▶ [WHAT THE TASK ASKS]
Show each line of the records below where the word "above" occurs.
┄┄┄┄┄┄┄┄┄┄
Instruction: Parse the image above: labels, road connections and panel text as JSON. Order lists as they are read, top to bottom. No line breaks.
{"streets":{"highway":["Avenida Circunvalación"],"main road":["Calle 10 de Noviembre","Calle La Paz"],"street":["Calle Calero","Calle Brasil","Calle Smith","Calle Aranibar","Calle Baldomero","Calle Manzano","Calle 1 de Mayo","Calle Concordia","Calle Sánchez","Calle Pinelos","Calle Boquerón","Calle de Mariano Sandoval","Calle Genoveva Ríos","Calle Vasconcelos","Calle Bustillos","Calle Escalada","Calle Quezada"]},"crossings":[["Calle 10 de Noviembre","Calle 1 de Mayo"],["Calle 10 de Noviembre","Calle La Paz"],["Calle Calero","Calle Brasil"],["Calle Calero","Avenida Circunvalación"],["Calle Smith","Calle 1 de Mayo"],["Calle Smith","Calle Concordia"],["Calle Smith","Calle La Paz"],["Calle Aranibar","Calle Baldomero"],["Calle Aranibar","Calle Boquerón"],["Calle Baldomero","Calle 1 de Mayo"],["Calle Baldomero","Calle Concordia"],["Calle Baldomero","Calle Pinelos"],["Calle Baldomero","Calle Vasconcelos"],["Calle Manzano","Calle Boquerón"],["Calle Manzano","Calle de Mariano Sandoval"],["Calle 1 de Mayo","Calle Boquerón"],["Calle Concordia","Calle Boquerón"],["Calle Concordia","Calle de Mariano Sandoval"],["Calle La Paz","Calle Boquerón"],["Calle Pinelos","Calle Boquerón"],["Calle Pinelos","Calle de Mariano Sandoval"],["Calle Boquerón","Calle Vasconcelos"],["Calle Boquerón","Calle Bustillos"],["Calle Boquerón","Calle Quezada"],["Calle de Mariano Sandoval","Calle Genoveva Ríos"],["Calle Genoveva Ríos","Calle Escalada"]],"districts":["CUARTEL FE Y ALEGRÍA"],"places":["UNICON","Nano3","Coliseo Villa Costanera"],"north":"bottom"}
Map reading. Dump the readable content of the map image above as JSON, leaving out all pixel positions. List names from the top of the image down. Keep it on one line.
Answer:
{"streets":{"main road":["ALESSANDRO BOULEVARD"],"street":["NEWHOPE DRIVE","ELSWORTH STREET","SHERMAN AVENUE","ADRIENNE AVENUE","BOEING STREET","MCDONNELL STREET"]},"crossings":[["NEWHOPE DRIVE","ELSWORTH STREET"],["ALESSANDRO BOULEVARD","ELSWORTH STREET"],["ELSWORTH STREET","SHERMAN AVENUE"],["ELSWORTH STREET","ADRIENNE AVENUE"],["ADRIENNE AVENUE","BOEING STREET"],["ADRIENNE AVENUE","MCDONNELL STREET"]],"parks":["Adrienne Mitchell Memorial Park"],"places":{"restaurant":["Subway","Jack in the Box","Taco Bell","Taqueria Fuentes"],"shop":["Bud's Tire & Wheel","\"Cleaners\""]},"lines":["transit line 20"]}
┄┄┄┄┄┄┄┄┄┄
▶ [THE ANSWER]
Instruction: Parse the image above: labels, road connections and panel text as JSON. Order lists as they are read, top to bottom. No line breaks.
Map reading. Dump the readable content of the map image above as JSON, leaving out all pixel positions. List names from the top of the image down. Keep it on one line.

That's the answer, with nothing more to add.